Saved entries
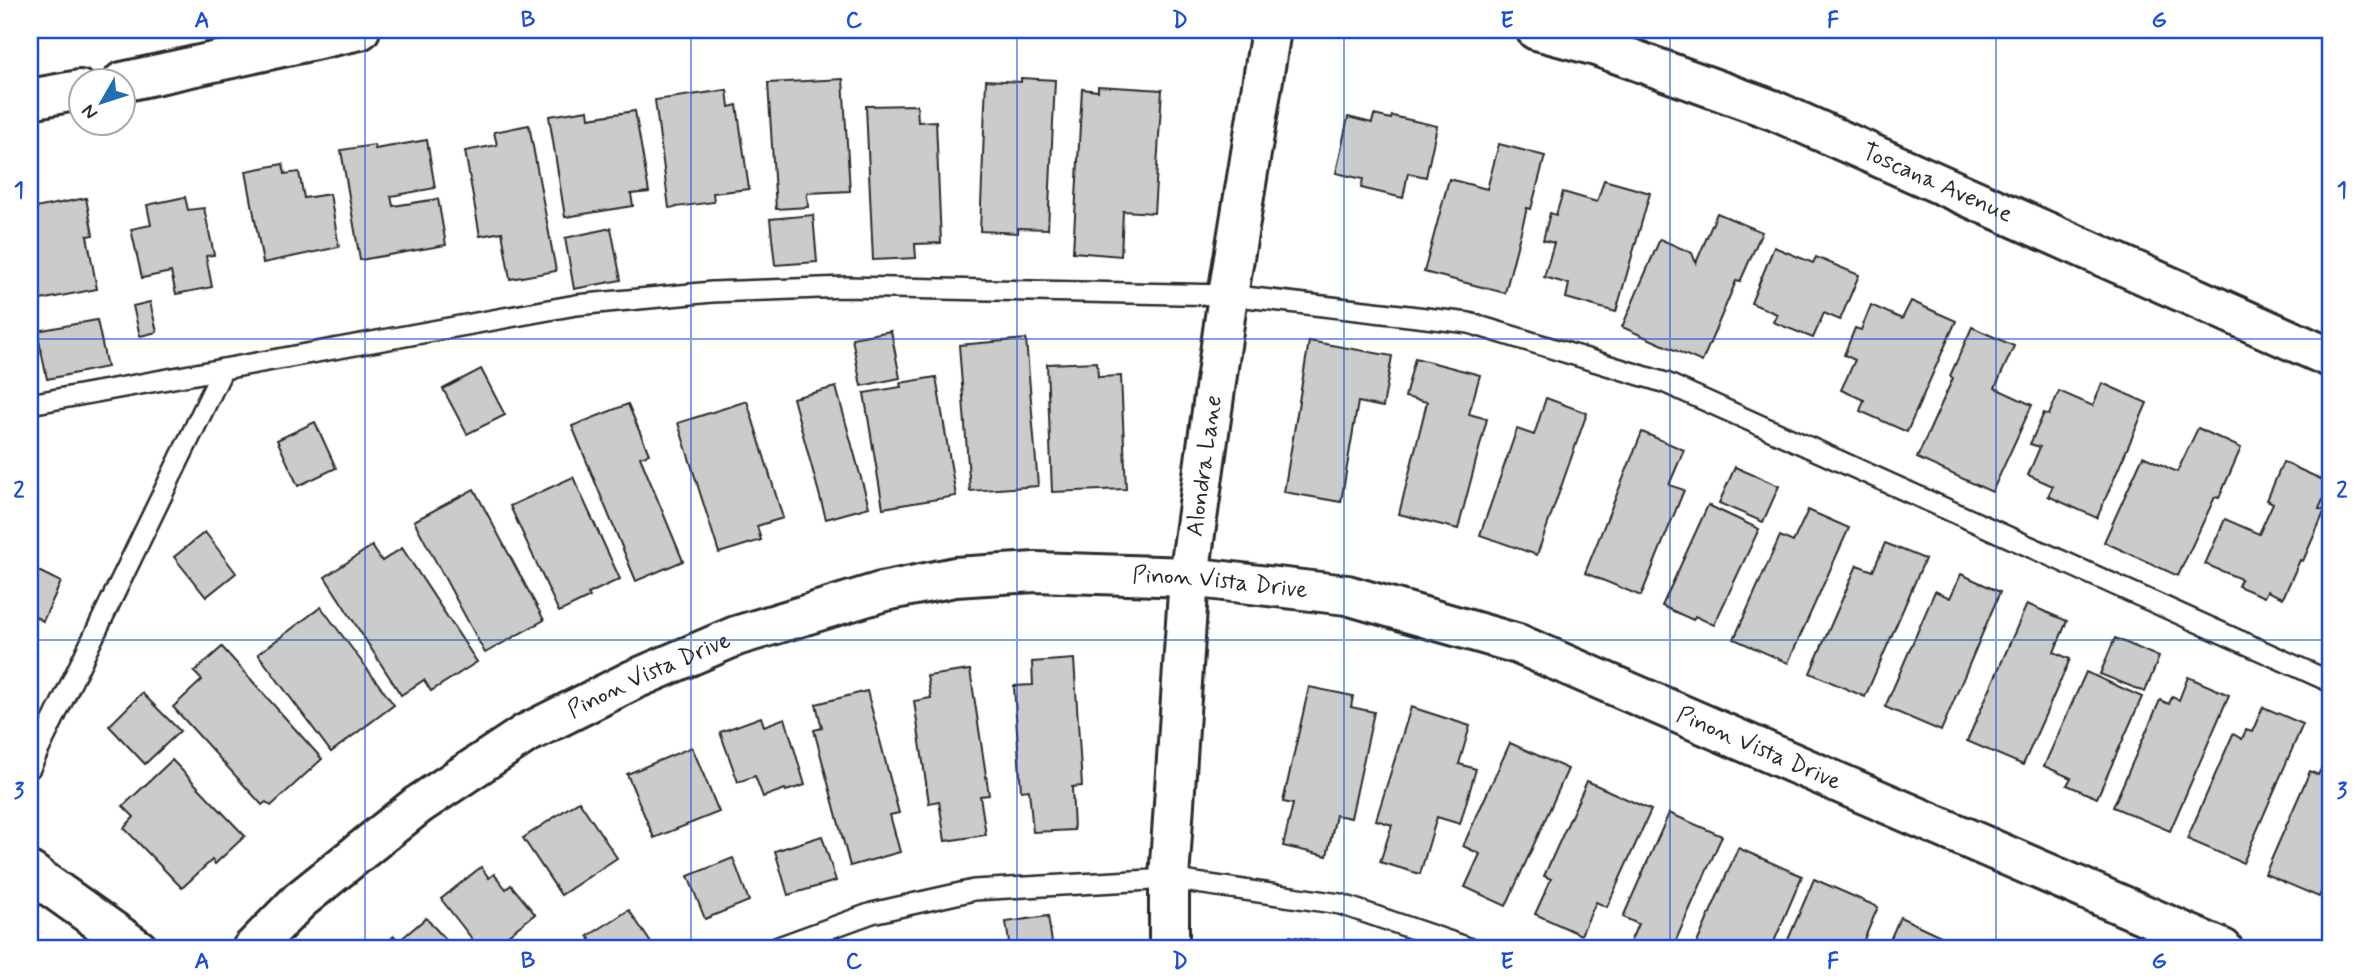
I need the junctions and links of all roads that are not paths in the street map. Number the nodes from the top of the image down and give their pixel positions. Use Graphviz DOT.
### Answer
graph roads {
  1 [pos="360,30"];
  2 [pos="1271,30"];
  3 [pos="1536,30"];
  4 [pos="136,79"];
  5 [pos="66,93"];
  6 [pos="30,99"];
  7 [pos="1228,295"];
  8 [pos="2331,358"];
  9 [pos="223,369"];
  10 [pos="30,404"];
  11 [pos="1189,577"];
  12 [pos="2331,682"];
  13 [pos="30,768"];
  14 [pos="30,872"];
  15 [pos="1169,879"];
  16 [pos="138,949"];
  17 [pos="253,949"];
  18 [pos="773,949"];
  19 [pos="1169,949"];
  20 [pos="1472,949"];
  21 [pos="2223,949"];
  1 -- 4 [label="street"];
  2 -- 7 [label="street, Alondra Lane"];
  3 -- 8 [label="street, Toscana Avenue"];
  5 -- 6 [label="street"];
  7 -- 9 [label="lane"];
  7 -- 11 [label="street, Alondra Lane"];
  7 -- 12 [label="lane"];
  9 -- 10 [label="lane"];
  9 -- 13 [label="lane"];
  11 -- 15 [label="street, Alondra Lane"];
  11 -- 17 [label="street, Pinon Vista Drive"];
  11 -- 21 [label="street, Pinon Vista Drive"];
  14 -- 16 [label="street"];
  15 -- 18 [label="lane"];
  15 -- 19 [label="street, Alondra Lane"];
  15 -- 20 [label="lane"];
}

> **PROBLEM REQUIREMENTS**
Could you retype the records above exactly, omitting the pictures?

> **ANSWER TO THIS PROBLEM**
I need the junctions and links of all roads that are not paths in the street map. Number the nodes from the top of the image down and give their pixel positions. Use Graphviz DOT.
### Answer
graph roads {
  1 [pos="360,30"];
  2 [pos="1271,30"];
  3 [pos="1536,30"];
  4 [pos="136,79"];
  5 [pos="66,93"];
  6 [pos="30,99"];
  7 [pos="1228,295"];
  8 [pos="2331,358"];
  9 [pos="223,369"];
  10 [pos="30,404"];
  11 [pos="1189,577"];
  12 [pos="2331,682"];
  13 [pos="30,768"];
  14 [pos="30,872"];
  15 [pos="1169,879"];
  16 [pos="138,949"];
  17 [pos="253,949"];
  18 [pos="773,949"];
  19 [pos="1169,949"];
  20 [pos="1472,949"];
  21 [pos="2223,949"];
  1 -- 4 [label="street"];
  2 -- 7 [label="street, Alondra Lane"];
  3 -- 8 [label="street, Toscana Avenue"];
  5 -- 6 [label="street"];
  7 -- 9 [label="lane"];
  7 -- 11 [label="street, Alondra Lane"];
  7 -- 12 [label="lane"];
  9 -- 10 [label="lane"];
  9 -- 13 [label="lane"];
  11 -- 15 [label="street, Alondra Lane"];
  11 -- 17 [label="street, Pinon Vista Drive"];
  11 -- 21 [label="street, Pinon Vista Drive"];
  14 -- 16 [label="street"];
  15 -- 18 [label="lane"];
  15 -- 19 [label="street, Alondra Lane"];
  15 -- 20 [label="lane"];
}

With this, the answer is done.